_WHAT IS EXPECTED:_
Everything in the entries below must be reproduced exactly, except the images.

___ DATASET CONTENT

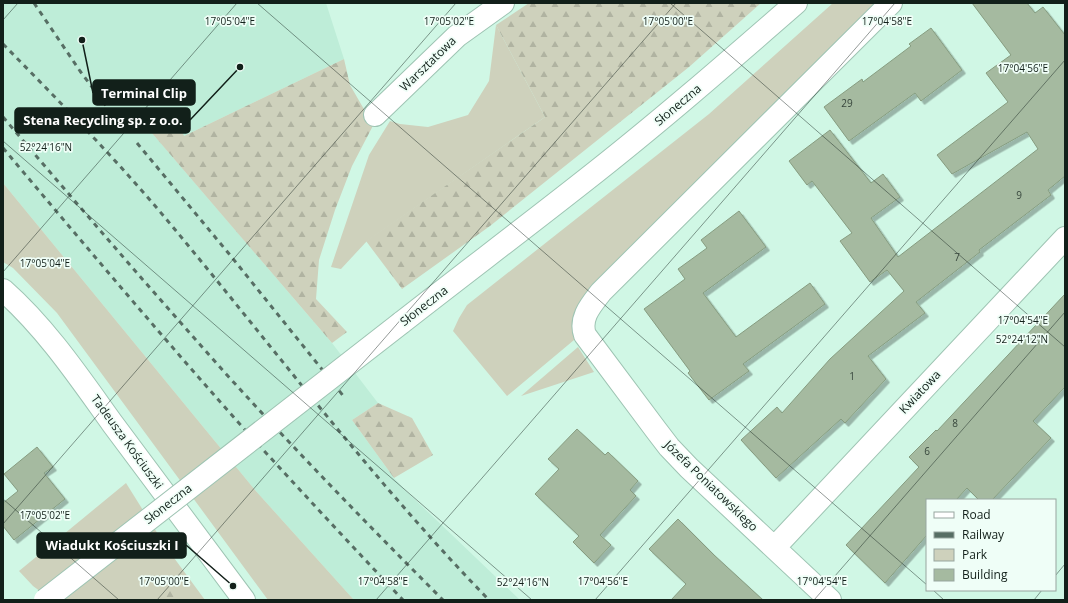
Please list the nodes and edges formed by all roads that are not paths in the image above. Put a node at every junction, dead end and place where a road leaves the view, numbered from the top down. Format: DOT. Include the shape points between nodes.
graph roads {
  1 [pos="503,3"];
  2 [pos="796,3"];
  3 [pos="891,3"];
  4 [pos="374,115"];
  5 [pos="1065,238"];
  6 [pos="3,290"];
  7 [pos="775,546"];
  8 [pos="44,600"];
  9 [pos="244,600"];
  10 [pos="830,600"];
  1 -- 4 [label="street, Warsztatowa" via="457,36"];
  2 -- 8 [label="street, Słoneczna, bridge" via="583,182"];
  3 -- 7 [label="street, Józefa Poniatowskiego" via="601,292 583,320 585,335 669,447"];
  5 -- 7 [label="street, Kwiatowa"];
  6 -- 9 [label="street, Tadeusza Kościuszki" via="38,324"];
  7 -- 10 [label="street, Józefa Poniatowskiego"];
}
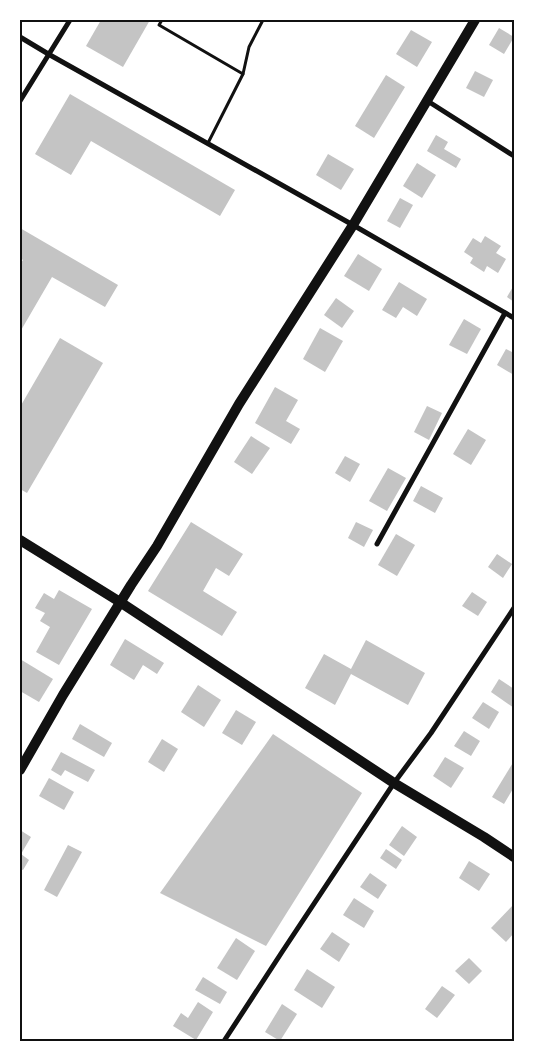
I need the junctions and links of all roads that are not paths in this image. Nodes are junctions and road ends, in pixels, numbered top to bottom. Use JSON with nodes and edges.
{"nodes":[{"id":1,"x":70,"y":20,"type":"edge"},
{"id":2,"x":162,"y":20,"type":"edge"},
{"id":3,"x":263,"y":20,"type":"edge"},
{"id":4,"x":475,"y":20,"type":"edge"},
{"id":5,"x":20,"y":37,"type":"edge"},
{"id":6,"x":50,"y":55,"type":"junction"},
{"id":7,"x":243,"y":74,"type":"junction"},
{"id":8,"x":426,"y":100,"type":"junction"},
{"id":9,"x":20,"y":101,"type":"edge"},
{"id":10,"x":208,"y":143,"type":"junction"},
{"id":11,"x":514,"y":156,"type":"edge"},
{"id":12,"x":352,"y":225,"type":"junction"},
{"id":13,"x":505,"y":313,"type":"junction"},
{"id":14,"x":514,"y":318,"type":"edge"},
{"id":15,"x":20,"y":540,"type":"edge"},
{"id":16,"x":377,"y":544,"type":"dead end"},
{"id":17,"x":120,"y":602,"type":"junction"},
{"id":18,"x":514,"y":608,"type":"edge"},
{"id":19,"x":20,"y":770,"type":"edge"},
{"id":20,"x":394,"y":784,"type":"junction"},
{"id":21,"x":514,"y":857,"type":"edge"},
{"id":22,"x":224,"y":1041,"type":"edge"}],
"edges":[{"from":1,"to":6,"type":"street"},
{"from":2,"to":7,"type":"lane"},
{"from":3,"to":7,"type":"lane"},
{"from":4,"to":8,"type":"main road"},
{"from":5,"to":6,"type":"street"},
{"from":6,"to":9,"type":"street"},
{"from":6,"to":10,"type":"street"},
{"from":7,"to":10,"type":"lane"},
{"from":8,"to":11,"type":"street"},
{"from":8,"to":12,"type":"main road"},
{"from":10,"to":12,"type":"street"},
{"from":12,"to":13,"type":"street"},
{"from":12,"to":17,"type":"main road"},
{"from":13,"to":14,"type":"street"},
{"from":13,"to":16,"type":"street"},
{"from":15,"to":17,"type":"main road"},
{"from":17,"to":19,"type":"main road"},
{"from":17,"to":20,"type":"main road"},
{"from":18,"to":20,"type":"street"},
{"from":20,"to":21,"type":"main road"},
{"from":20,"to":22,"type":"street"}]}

______

_SOLUTION TO THIS TASK:_
Please list the nodes and edges formed by all roads that are not paths in the image above. Put a node at every junction, dead end and place where a road leaves the view, numbered from the top down. Format: DOT. Include the shape points between nodes.
graph roads {
  1 [pos="503,3"];
  2 [pos="796,3"];
  3 [pos="891,3"];
  4 [pos="374,115"];
  5 [pos="1065,238"];
  6 [pos="3,290"];
  7 [pos="775,546"];
  8 [pos="44,600"];
  9 [pos="244,600"];
  10 [pos="830,600"];
  1 -- 4 [label="street, Warsztatowa" via="457,36"];
  2 -- 8 [label="street, Słoneczna, bridge" via="583,182"];
  3 -- 7 [label="street, Józefa Poniatowskiego" via="601,292 583,320 585,335 669,447"];
  5 -- 7 [label="street, Kwiatowa"];
  6 -- 9 [label="street, Tadeusza Kościuszki" via="38,324"];
  7 -- 10 [label="street, Józefa Poniatowskiego"];
}
I need the junctions and links of all roads that are not paths in this image. Nodes are junctions and road ends, in pixels, numbered top to bottom. Use JSON with nodes and edges.
{"nodes":[{"id":1,"x":70,"y":20,"type":"edge"},
{"id":2,"x":162,"y":20,"type":"edge"},
{"id":3,"x":263,"y":20,"type":"edge"},
{"id":4,"x":475,"y":20,"type":"edge"},
{"id":5,"x":20,"y":37,"type":"edge"},
{"id":6,"x":50,"y":55,"type":"junction"},
{"id":7,"x":243,"y":74,"type":"junction"},
{"id":8,"x":426,"y":100,"type":"junction"},
{"id":9,"x":20,"y":101,"type":"edge"},
{"id":10,"x":208,"y":143,"type":"junction"},
{"id":11,"x":514,"y":156,"type":"edge"},
{"id":12,"x":352,"y":225,"type":"junction"},
{"id":13,"x":505,"y":313,"type":"junction"},
{"id":14,"x":514,"y":318,"type":"edge"},
{"id":15,"x":20,"y":540,"type":"edge"},
{"id":16,"x":377,"y":544,"type":"dead end"},
{"id":17,"x":120,"y":602,"type":"junction"},
{"id":18,"x":514,"y":608,"type":"edge"},
{"id":19,"x":20,"y":770,"type":"edge"},
{"id":20,"x":394,"y":784,"type":"junction"},
{"id":21,"x":514,"y":857,"type":"edge"},
{"id":22,"x":224,"y":1041,"type":"edge"}],
"edges":[{"from":1,"to":6,"type":"street"},
{"from":2,"to":7,"type":"lane"},
{"from":3,"to":7,"type":"lane"},
{"from":4,"to":8,"type":"main road"},
{"from":5,"to":6,"type":"street"},
{"from":6,"to":9,"type":"street"},
{"from":6,"to":10,"type":"street"},
{"from":7,"to":10,"type":"lane"},
{"from":8,"to":11,"type":"street"},
{"from":8,"to":12,"type":"main road"},
{"from":10,"to":12,"type":"street"},
{"from":12,"to":13,"type":"street"},
{"from":12,"to":17,"type":"main road"},
{"from":13,"to":14,"type":"street"},
{"from":13,"to":16,"type":"street"},
{"from":15,"to":17,"type":"main road"},
{"from":17,"to":19,"type":"main road"},
{"from":17,"to":20,"type":"main road"},
{"from":18,"to":20,"type":"street"},
{"from":20,"to":21,"type":"main road"},
{"from":20,"to":22,"type":"street"}]}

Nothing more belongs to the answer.